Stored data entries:
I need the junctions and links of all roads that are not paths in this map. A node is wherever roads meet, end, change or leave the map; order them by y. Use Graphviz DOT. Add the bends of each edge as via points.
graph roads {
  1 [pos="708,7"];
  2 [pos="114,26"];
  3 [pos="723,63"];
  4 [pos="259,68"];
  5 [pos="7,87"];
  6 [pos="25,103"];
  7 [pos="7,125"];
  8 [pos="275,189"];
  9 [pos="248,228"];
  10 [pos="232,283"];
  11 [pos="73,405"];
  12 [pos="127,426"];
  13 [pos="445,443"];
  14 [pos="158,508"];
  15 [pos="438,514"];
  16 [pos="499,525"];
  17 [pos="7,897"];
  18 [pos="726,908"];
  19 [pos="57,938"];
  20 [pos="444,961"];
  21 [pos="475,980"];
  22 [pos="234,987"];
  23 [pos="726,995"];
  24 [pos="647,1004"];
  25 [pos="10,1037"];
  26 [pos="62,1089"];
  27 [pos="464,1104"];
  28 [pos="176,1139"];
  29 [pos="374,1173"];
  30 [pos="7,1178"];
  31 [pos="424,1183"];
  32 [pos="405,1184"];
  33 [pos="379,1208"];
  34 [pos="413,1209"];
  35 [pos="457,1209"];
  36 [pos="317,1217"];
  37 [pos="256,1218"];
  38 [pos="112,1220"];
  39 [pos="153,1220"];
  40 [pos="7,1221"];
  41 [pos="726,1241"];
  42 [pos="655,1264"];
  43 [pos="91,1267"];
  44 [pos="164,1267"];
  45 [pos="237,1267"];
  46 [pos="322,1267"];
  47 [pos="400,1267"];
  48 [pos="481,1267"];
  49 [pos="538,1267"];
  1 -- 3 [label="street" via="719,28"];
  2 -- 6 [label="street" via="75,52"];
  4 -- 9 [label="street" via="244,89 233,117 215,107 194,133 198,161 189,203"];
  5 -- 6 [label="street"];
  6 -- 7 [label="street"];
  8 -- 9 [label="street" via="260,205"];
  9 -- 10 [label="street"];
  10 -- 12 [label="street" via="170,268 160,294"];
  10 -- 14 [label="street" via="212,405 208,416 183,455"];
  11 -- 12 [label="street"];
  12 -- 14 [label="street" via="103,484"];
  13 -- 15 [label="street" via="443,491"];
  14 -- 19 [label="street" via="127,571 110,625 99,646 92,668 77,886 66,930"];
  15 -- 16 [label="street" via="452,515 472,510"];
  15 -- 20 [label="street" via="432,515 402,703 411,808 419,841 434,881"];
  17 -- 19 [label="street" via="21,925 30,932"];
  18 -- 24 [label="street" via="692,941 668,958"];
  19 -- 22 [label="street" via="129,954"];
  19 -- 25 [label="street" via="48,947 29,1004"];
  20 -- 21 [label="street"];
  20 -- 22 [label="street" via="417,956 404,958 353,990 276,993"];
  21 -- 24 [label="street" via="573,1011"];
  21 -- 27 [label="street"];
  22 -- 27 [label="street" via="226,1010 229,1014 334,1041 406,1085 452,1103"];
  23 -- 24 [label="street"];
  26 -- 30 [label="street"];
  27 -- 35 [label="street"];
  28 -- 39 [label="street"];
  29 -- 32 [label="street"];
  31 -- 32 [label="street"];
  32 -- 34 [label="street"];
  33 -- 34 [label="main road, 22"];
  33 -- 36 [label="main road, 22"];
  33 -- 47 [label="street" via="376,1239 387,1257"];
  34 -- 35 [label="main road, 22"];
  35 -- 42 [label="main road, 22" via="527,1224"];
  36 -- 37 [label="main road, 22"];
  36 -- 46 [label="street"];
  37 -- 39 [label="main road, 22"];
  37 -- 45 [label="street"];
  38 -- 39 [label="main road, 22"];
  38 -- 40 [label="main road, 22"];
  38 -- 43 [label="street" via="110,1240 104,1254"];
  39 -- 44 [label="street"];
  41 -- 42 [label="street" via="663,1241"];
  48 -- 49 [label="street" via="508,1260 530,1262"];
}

**Your goal**
Only one thing belongs in the answer: the number of lines of the data that contain the string "roads".

**Result below**
2